=== DIRECTIONS FOR THIS TASK ===
Give back the records that follow exactly, images excluded.

::::::

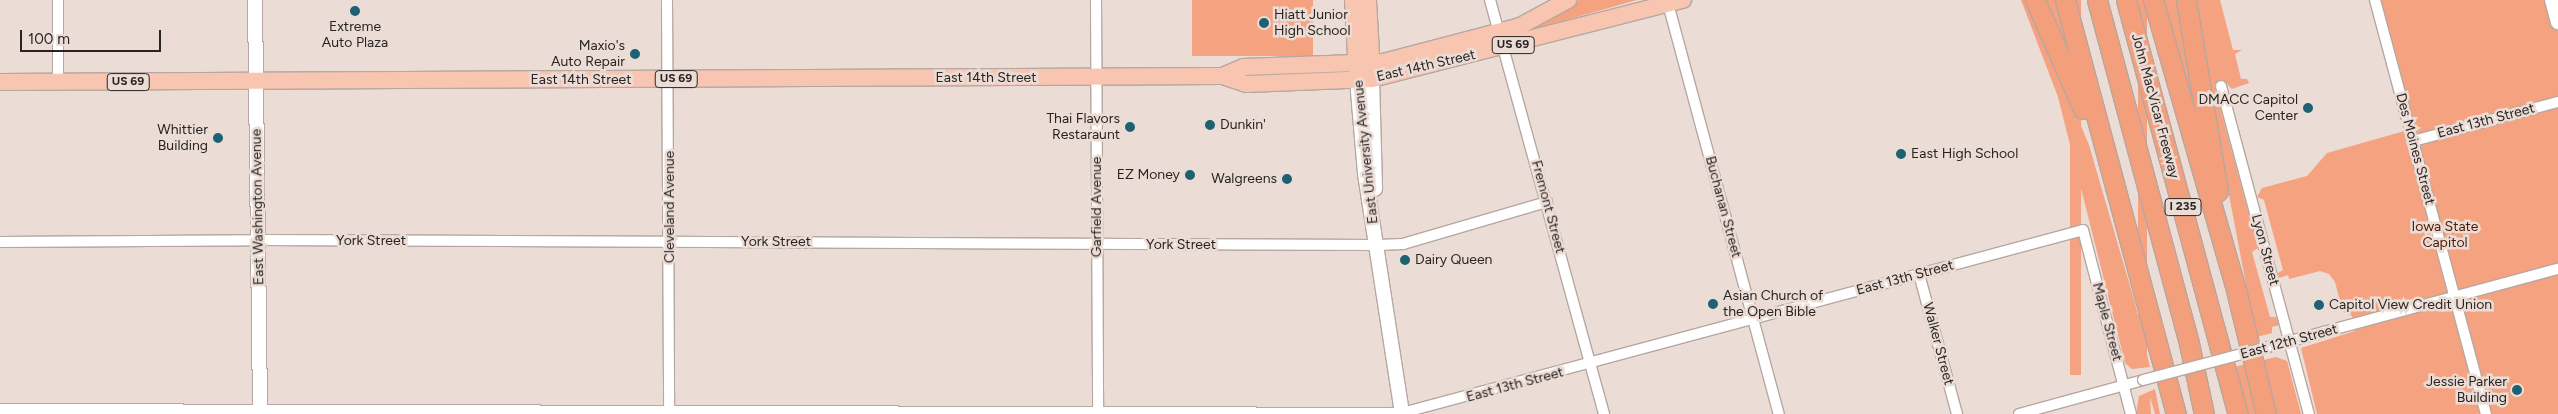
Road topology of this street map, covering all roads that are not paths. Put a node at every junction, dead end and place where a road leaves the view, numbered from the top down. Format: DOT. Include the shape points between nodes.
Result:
graph roads {
  1 [pos="58,0"];
  2 [pos="255,0"];
  3 [pos="667,0"];
  4 [pos="1096,0"];
  5 [pos="1353,0"];
  6 [pos="1368,0"];
  7 [pos="1490,0"];
  8 [pos="1568,0"];
  9 [pos="2035,0"];
  10 [pos="2065,0"];
  11 [pos="2097,0"];
  12 [pos="2126,0"];
  13 [pos="2153,0"];
  14 [pos="2186,0"];
  15 [pos="2375,0"];
  16 [pos="2552,0"];
  17 [pos="1673,1"];
  18 [pos="2558,22"];
  19 [pos="1501,40"];
  20 [pos="1365,62"];
  21 [pos="1222,76"];
  22 [pos="1096,77"];
  23 [pos="669,80"];
  24 [pos="1365,80"];
  25 [pos="256,81"];
  26 [pos="0,82"];
  27 [pos="58,82"];
  28 [pos="2221,86"];
  29 [pos="2558,102"];
  30 [pos="2413,141"];
  31 [pos="1547,202"];
  32 [pos="2123,215"];
  33 [pos="2082,230"];
  34 [pos="260,240"];
  35 [pos="0,242"];
  36 [pos="670,242"];
  37 [pos="1097,244"];
  38 [pos="1377,245"];
  39 [pos="2558,269"];
  40 [pos="1919,274"];
  41 [pos="2236,290"];
  42 [pos="2454,297"];
  43 [pos="2146,302"];
  44 [pos="1753,318"];
  45 [pos="2289,342"];
  46 [pos="1590,364"];
  47 [pos="2124,386"];
  48 [pos="0,409"];
  49 [pos="260,411"];
  50 [pos="669,412"];
  51 [pos="1424,412"];
  52 [pos="1098,413"];
  53 [pos="1402,414"];
  54 [pos="1604,414"];
  55 [pos="1779,414"];
  56 [pos="1956,414"];
  57 [pos="2020,414"];
  58 [pos="2131,414"];
  59 [pos="2166,414"];
  60 [pos="2176,414"];
  61 [pos="2204,414"];
  62 [pos="2238,414"];
  63 [pos="2266,414"];
  64 [pos="2309,414"];
  65 [pos="2486,414"];
  1 -- 27 [label="street"];
  2 -- 25 [label="street, East Washington Avenue"];
  3 -- 23 [label="street, Cleveland Avenue"];
  4 -- 22 [label="street, Garfield Avenue"];
  5 -- 20 [label="main road, East University Avenue"];
  6 -- 20 [label="main road, East University Avenue"];
  7 -- 19 [label="street, Fremont Street"];
  8 -- 19 [label="main road, US 69"];
  9 -- 32 [label="highway" via="2076,92"];
  10 -- 32 [label="highway"];
  11 -- 61 [label="highway, I 235" via="2188,339"];
  12 -- 62 [label="highway, John MacVicar Freeway / I 235"];
  13 -- 41 [label="highway"];
  14 -- 41 [label="highway"];
  15 -- 30 [label="street, Des Moines Street"];
  16 -- 18 [label="street"];
  17 -- 19 [label="main road, East 14th Street / US 69"];
  17 -- 44 [label="street, Buchanan Street"];
  19 -- 20 [label="main road, East 14th Street / US 69" via="1383,62"];
  19 -- 24 [label="main road, East 14th Street / US 69"];
  19 -- 31 [label="street, Fremont Street"];
  20 -- 21 [label="main road, East 14th Street / US 69" via="1243,67"];
  20 -- 24 [label="main road, East University Avenue"];
  21 -- 22 [label="main road, East 14th Street / US 69"];
  21 -- 24 [label="main road, East 14th Street / US 69" via="1248,84"];
  22 -- 23 [label="main road, East 14th Street / US 69"];
  22 -- 37 [label="street, Garfield Avenue"];
  23 -- 25 [label="main road, East 14th Street / US 69"];
  23 -- 36 [label="street, Cleveland Avenue"];
  24 -- 38 [label="street, East University Avenue"];
  25 -- 27 [label="main road, East 14th Street / US 69"];
  25 -- 34 [label="street, East Washington Avenue"];
  26 -- 27 [label="main road, East 14th Street / US 69"];
  28 -- 45 [label="street, Lyon Street"];
  29 -- 30 [label="street, East 13th Street"];
  30 -- 42 [label="street, Des Moines Street"];
  31 -- 38 [label="street, York Street" via="1402,244"];
  31 -- 46 [label="street, Fremont Street"];
  32 -- 43 [label="highway"];
  33 -- 40 [label="street, East 13th Street"];
  33 -- 47 [label="street, Maple Street"];
  34 -- 35 [label="street, York Street"];
  34 -- 36 [label="street, York Street"];
  34 -- 49 [label="street, East Washington Avenue"];
  36 -- 37 [label="street, York Street"];
  36 -- 50 [label="street, Cleveland Avenue"];
  37 -- 38 [label="street, York Street"];
  37 -- 52 [label="street, Garfield Avenue"];
  38 -- 53 [label="street, East University Avenue"];
  39 -- 42 [label="street, East 12th Street"];
  40 -- 44 [label="street, East 13th Street"];
  40 -- 56 [label="street, Walker Street"];
  41 -- 63 [label="highway"];
  42 -- 45 [label="street, East 12th Street"];
  42 -- 65 [label="street, Des Moines Street"];
  43 -- 59 [label="highway"];
  43 -- 60 [label="highway"];
  44 -- 46 [label="street, East 13th Street"];
  44 -- 55 [label="street, Buchanan Street"];
  45 -- 47 [label="street, East 12th Street, bridge"];
  45 -- 64 [label="street, Lyon Street"];
  46 -- 51 [label="street, East 13th Street"];
  46 -- 54 [label="street, Fremont Street"];
  47 -- 57 [label="street, East 12th Street"];
  47 -- 58 [label="street, Maple Street"];
  48 -- 49 [label="street, East 13th Street"];
  49 -- 50 [label="street, East 13th Street"];
  50 -- 52 [label="street, East 13th Street"];
  51 -- 53 [label="street, East 13th Street"];
  52 -- 53 [label="street, East 13th Street"];
}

::::::

=== ANSWER BOX ===
Road topology of this street map, covering all roads that are not paths. Put a node at every junction, dead end and place where a road leaves the view, numbered from the top down. Format: DOT. Include the shape points between nodes.
Result:
graph roads {
  1 [pos="58,0"];
  2 [pos="255,0"];
  3 [pos="667,0"];
  4 [pos="1096,0"];
  5 [pos="1353,0"];
  6 [pos="1368,0"];
  7 [pos="1490,0"];
  8 [pos="1568,0"];
  9 [pos="2035,0"];
  10 [pos="2065,0"];
  11 [pos="2097,0"];
  12 [pos="2126,0"];
  13 [pos="2153,0"];
  14 [pos="2186,0"];
  15 [pos="2375,0"];
  16 [pos="2552,0"];
  17 [pos="1673,1"];
  18 [pos="2558,22"];
  19 [pos="1501,40"];
  20 [pos="1365,62"];
  21 [pos="1222,76"];
  22 [pos="1096,77"];
  23 [pos="669,80"];
  24 [pos="1365,80"];
  25 [pos="256,81"];
  26 [pos="0,82"];
  27 [pos="58,82"];
  28 [pos="2221,86"];
  29 [pos="2558,102"];
  30 [pos="2413,141"];
  31 [pos="1547,202"];
  32 [pos="2123,215"];
  33 [pos="2082,230"];
  34 [pos="260,240"];
  35 [pos="0,242"];
  36 [pos="670,242"];
  37 [pos="1097,244"];
  38 [pos="1377,245"];
  39 [pos="2558,269"];
  40 [pos="1919,274"];
  41 [pos="2236,290"];
  42 [pos="2454,297"];
  43 [pos="2146,302"];
  44 [pos="1753,318"];
  45 [pos="2289,342"];
  46 [pos="1590,364"];
  47 [pos="2124,386"];
  48 [pos="0,409"];
  49 [pos="260,411"];
  50 [pos="669,412"];
  51 [pos="1424,412"];
  52 [pos="1098,413"];
  53 [pos="1402,414"];
  54 [pos="1604,414"];
  55 [pos="1779,414"];
  56 [pos="1956,414"];
  57 [pos="2020,414"];
  58 [pos="2131,414"];
  59 [pos="2166,414"];
  60 [pos="2176,414"];
  61 [pos="2204,414"];
  62 [pos="2238,414"];
  63 [pos="2266,414"];
  64 [pos="2309,414"];
  65 [pos="2486,414"];
  1 -- 27 [label="street"];
  2 -- 25 [label="street, East Washington Avenue"];
  3 -- 23 [label="street, Cleveland Avenue"];
  4 -- 22 [label="street, Garfield Avenue"];
  5 -- 20 [label="main road, East University Avenue"];
  6 -- 20 [label="main road, East University Avenue"];
  7 -- 19 [label="street, Fremont Street"];
  8 -- 19 [label="main road, US 69"];
  9 -- 32 [label="highway" via="2076,92"];
  10 -- 32 [label="highway"];
  11 -- 61 [label="highway, I 235" via="2188,339"];
  12 -- 62 [label="highway, John MacVicar Freeway / I 235"];
  13 -- 41 [label="highway"];
  14 -- 41 [label="highway"];
  15 -- 30 [label="street, Des Moines Street"];
  16 -- 18 [label="street"];
  17 -- 19 [label="main road, East 14th Street / US 69"];
  17 -- 44 [label="street, Buchanan Street"];
  19 -- 20 [label="main road, East 14th Street / US 69" via="1383,62"];
  19 -- 24 [label="main road, East 14th Street / US 69"];
  19 -- 31 [label="street, Fremont Street"];
  20 -- 21 [label="main road, East 14th Street / US 69" via="1243,67"];
  20 -- 24 [label="main road, East University Avenue"];
  21 -- 22 [label="main road, East 14th Street / US 69"];
  21 -- 24 [label="main road, East 14th Street / US 69" via="1248,84"];
  22 -- 23 [label="main road, East 14th Street / US 69"];
  22 -- 37 [label="street, Garfield Avenue"];
  23 -- 25 [label="main road, East 14th Street / US 69"];
  23 -- 36 [label="street, Cleveland Avenue"];
  24 -- 38 [label="street, East University Avenue"];
  25 -- 27 [label="main road, East 14th Street / US 69"];
  25 -- 34 [label="street, East Washington Avenue"];
  26 -- 27 [label="main road, East 14th Street / US 69"];
  28 -- 45 [label="street, Lyon Street"];
  29 -- 30 [label="street, East 13th Street"];
  30 -- 42 [label="street, Des Moines Street"];
  31 -- 38 [label="street, York Street" via="1402,244"];
  31 -- 46 [label="street, Fremont Street"];
  32 -- 43 [label="highway"];
  33 -- 40 [label="street, East 13th Street"];
  33 -- 47 [label="street, Maple Street"];
  34 -- 35 [label="street, York Street"];
  34 -- 36 [label="street, York Street"];
  34 -- 49 [label="street, East Washington Avenue"];
  36 -- 37 [label="street, York Street"];
  36 -- 50 [label="street, Cleveland Avenue"];
  37 -- 38 [label="street, York Street"];
  37 -- 52 [label="street, Garfield Avenue"];
  38 -- 53 [label="street, East University Avenue"];
  39 -- 42 [label="street, East 12th Street"];
  40 -- 44 [label="street, East 13th Street"];
  40 -- 56 [label="street, Walker Street"];
  41 -- 63 [label="highway"];
  42 -- 45 [label="street, East 12th Street"];
  42 -- 65 [label="street, Des Moines Street"];
  43 -- 59 [label="highway"];
  43 -- 60 [label="highway"];
  44 -- 46 [label="street, East 13th Street"];
  44 -- 55 [label="street, Buchanan Street"];
  45 -- 47 [label="street, East 12th Street, bridge"];
  45 -- 64 [label="street, Lyon Street"];
  46 -- 51 [label="street, East 13th Street"];
  46 -- 54 [label="street, Fremont Street"];
  47 -- 57 [label="street, East 12th Street"];
  47 -- 58 [label="street, Maple Street"];
  48 -- 49 [label="street, East 13th Street"];
  49 -- 50 [label="street, East 13th Street"];
  50 -- 52 [label="street, East 13th Street"];
  51 -- 53 [label="street, East 13th Street"];
  52 -- 53 [label="street, East 13th Street"];
}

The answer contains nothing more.